Ruby Specification

Joel VanderWerf <vjoel@PATH.Berkeley.EDU> wrote in message news:<40FC2CD0.7090408@path.berkeley.edu>...

Mark Sparshatt wrote:
> The problem would come if someone did release an alternate
> implementation of Ruby with reference counting GC. Then if people who
> were used to alternate Ruby moved to standard ruby they might expect the
> same behaviour, and assume it's a bug when standard ruby behaves
> differently.

In my understanding, ruby makes no guarantees about memory management,
except that unreferenced objects will eventually get recycled. A ruby
specification should state explicitly that, aside from this guarantee,
behavior is unspecified.

Of course, if programmers don't read the spec, they can still get bitten...

Technically there is not even a guarantee that an unreferenced object
will be recycled. Data on the stack can collide with a non-immediate
VALUE, causing the GC to believe a reference still exists after the
"real" references are gone.

Of course the probability of such a collision is small, but it doesn't
hurt to know it is there. For long-running daemons using many objects
and/or ruby C code using lots of stack space it may possibly be
something to consider, though I haven't looked at the numbers yet.

Jeff Mitchell wrote:

Joel VanderWerf <vjoel@PATH.Berkeley.EDU> wrote in message news:<40FC2CD0.7090408@path.berkeley.edu>...

Mark Sparshatt wrote:

The problem would come if someone did release an alternate implementation of Ruby with reference counting GC. Then if people who were used to alternate Ruby moved to standard ruby they might expect the same behaviour, and assume it's a bug when standard ruby behaves differently.

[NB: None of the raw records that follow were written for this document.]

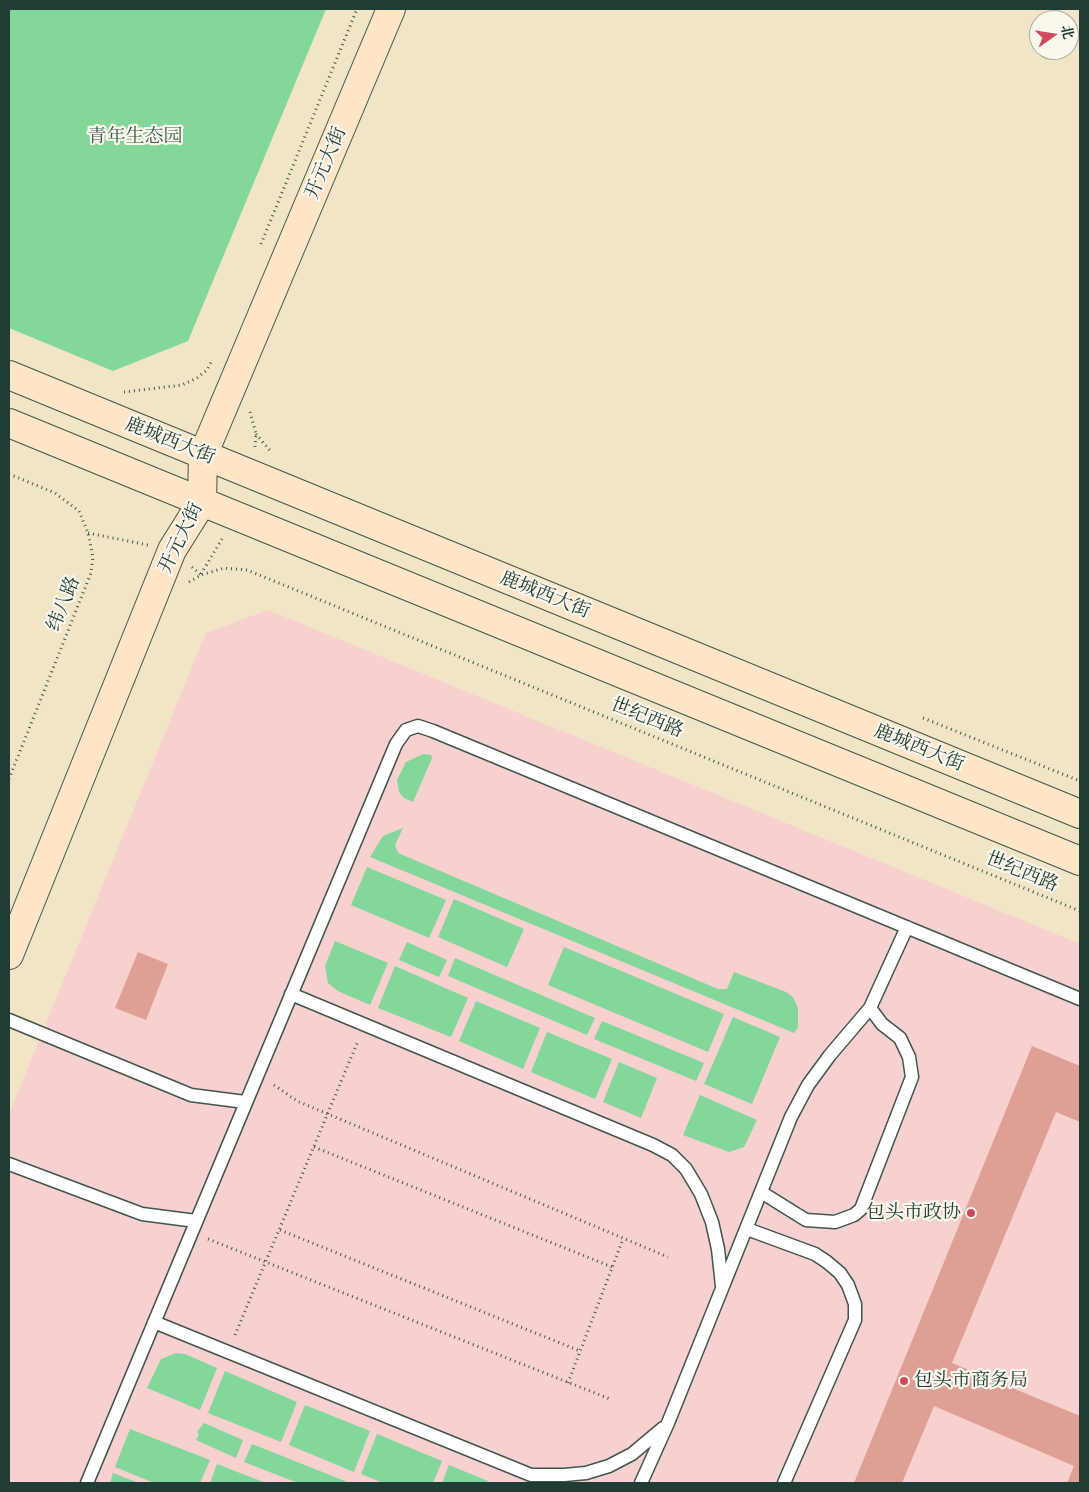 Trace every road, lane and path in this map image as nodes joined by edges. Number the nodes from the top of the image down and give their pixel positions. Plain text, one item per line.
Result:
1 (357, 9) edge
2 (391, 9) edge
3 (257, 253) dead end
4 (214, 357) dead end
5 (9, 376) edge
6 (116, 392) dead end
7 (9, 423) edge
8 (204, 455) junction
9 (9, 474) edge
10 (202, 502) junction
11 (201, 575) dead end
12 (9, 779) edge
13 (1080, 814) edge
14 (1080, 861) edge
15 (1080, 911) edge
16 (907, 927) junction
17 (9, 955) edge
18 (291, 994) junction
19 (1080, 999) edge
20 (870, 1008) junction
21 (9, 1020) edge
22 (365, 1024) junction
23 (272, 1083) dead end
24 (246, 1102) junction
25 (327, 1114) junction
26 (314, 1147) junction
27 (9, 1164) edge
28 (761, 1192) junction
29 (196, 1221) junction
30 (747, 1229) junction
31 (280, 1230) junction
32 (207, 1239) dead end
33 (623, 1239) junction
34 (668, 1257) dead end
35 (266, 1262) junction
36 (612, 1267) junction
37 (722, 1291) junction
38 (154, 1322) junction
39 (580, 1351) junction
40 (228, 1353) junction
41 (568, 1383) junction
42 (610, 1400) dead end
43 (668, 1423) junction
44 (87, 1483) edge
45 (641, 1483) edge
46 (784, 1483) edge

1 - 3 path
2 - 8 main road, 开元大街
4 - 6 path
5 - 8 main road, 鹿城西大街
7 - 10 main road
8 - 10 main road, 开元大街
8 - 13 main road, 鹿城西大街
9 - 12 path, 纬八路
10 - 14 main road
10 - 17 main road, 开元大街
11 - 15 path, 世纪西路
16 - 18 lane
16 - 19 lane
16 - 20 lane
18 - 22 lane
18 - 24 lane
20 - 28 lane
20 - 28 lane
21 - 24 lane
22 - 25 path
22 - 37 lane
23 - 25 path
24 - 29 lane
25 - 26 path
25 - 33 path
26 - 31 path
26 - 36 path
27 - 29 lane
28 - 30 lane
29 - 38 lane
30 - 37 lane
30 - 46 lane
31 - 35 path
31 - 39 path
32 - 35 path
33 - 34 path
33 - 36 path
35 - 40 path
35 - 41 path
36 - 39 path
37 - 43 lane
38 - 40 lane
38 - 44 lane
39 - 41 path
40 - 43 lane
41 - 42 path
43 - 45 lane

In my understanding, ruby makes no guarantees about memory management, except that unreferenced objects will eventually get recycled. A ruby specification should state explicitly that, aside from this guarantee, behavior is unspecified.

Of course, if programmers don't read the spec, they can still get bitten...

Technically there is not even a guarantee that an unreferenced object
will be recycled. Data on the stack can collide with a non-immediate
VALUE, causing the GC to believe a reference still exists after the
"real" references are gone.

Of course the probability of such a collision is small, but it doesn't
hurt to know it is there. For long-running daemons using many objects
and/or ruby C code using lots of stack space it may possibly be
something to consider, though I haven't looked at the numbers yet.

True. I was forgetting that the GC is conservative. So "eventually" may mean "before the interpreter exits".

Hello Jeff,

Of course the probability of such a collision is small, but it doesn't
hurt to know it is there. For long-running daemons using many objects
and/or ruby C code using lots of stack space it may possibly be
something to consider, though I haven't looked at the numbers yet.

Arachno Ruby as a larger program is using the Boehm Weisser GC. That
does not only consider all elements on the stack but also everything
in the heap as possible pointers, so there are many things that can be
wrongly considered as a still in use data. But this seems to be not
the problem, when i compare it with the exact SmartEiffel Internal GC,
the overhead in non released data seems to be around 20%. The much
more serious problem in the Boehm Weisser GC is the high internal heap
fragmentation it seems to get stable after having 5 times the
dataset size, from previous posts here i believe that the ruby GC is
working well.

So if we ever change the internal memory managment (i
guess we do not) in ruby, then i hope it will also include a
compacting GC. In the meantime a lazy mark with write barrier and lazy
sweep would be a good thing to add. I found that the GC can give you a
huge time penalty because it simply runs to often and there is no way
to customize this.

···

--
Best regards, emailto: scholz at scriptolutions dot com
Lothar Scholz http://www.ruby-ide.com
CTO Scriptolutions Ruby, PHP, Python IDE 's

Lothar Scholz wrote:

Hello Jeff,

> Of course the probability of such a collision is small, but it doesn't
> hurt to know it is there. For long-running daemons using many objects
> and/or ruby C code using lots of stack space it may possibly be
> something to consider, though I haven't looked at the numbers yet.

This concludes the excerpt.